The St. Francis Consolidated Railroad of the Colorado Rockies
Denver, Colorado
I wonder if freezing it would accomplish the same thing.
Steve S
The sun bakes dirt here in Arizona. I've used lots and lots of dirt on both a large HO scale club layout and an HO scale home layout and have never baked it or run a magnet over it.
I mix the finely sifted dirt with plaster, water, white glue, and acrylic paint. Once it dries nothing is going to grow in it, and if there are any particles that may be attracted to a magnet, I don't think they're going to be a problem with it firmly glued down.
The only thing I've ever ran a magnet over is some very finely powdered copper smelter slag, which does have quite a bit of residual copper and other metals in it.
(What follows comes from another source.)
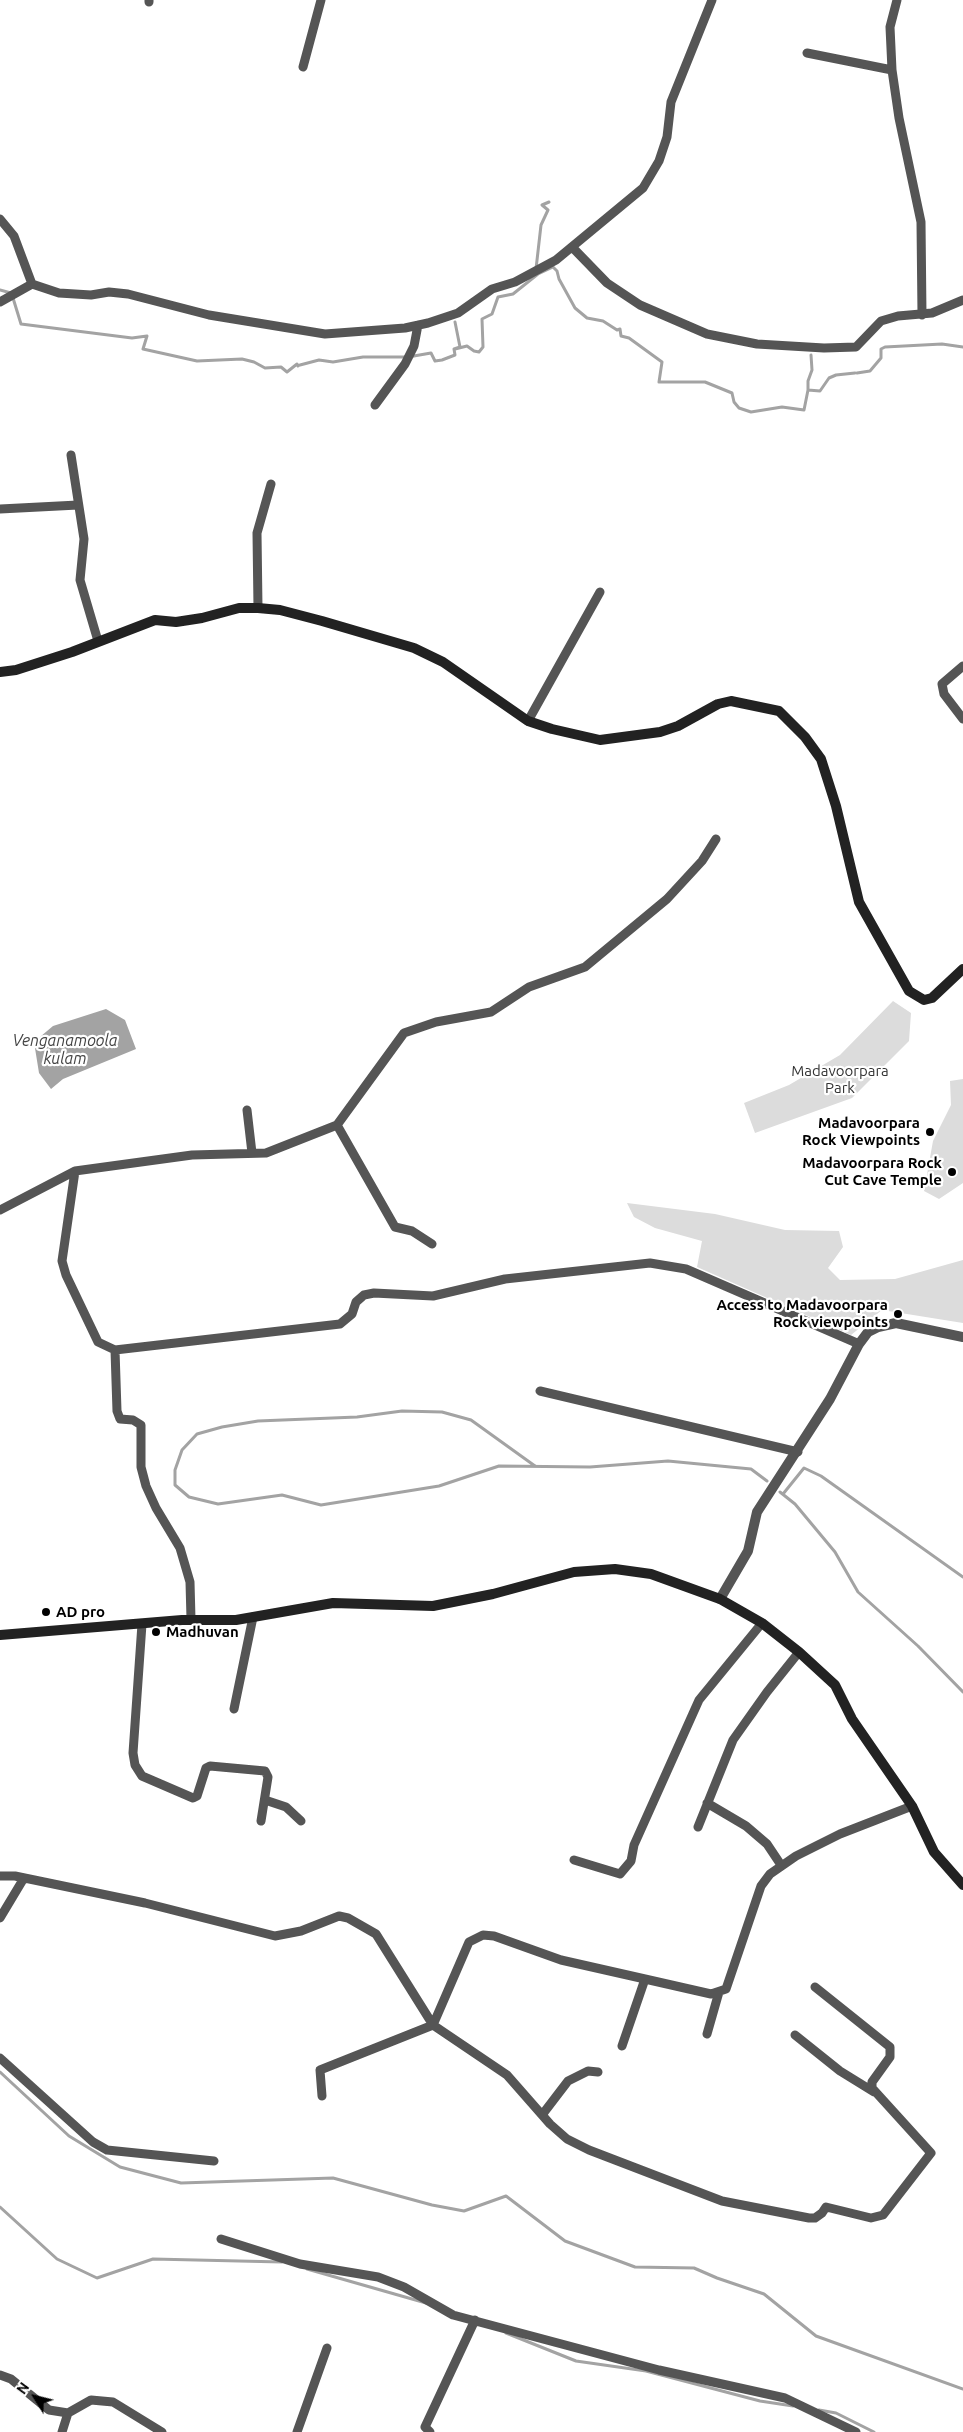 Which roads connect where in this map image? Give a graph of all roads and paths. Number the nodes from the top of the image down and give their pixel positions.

Steven S I wonder if freezing it would accomplish the same thing. Steve S
No. Freezing doesn't kill microorganisms, just makes them less active for a while. Nor does keeping it in an airtight container. Even an inch of air space on the top would provide months or years of respiration for many creatures (some of them don't breath oxygen, and can set up a cycle of life inside a sealed container).
And while I've never actually heard of anyone who had "bad things happen" from using dirt which has not been baked (or microwaved) and had a magnet run over it, I wouldn't want to be the first person, either. It's just good common sense, and it's not hard, so why skip it?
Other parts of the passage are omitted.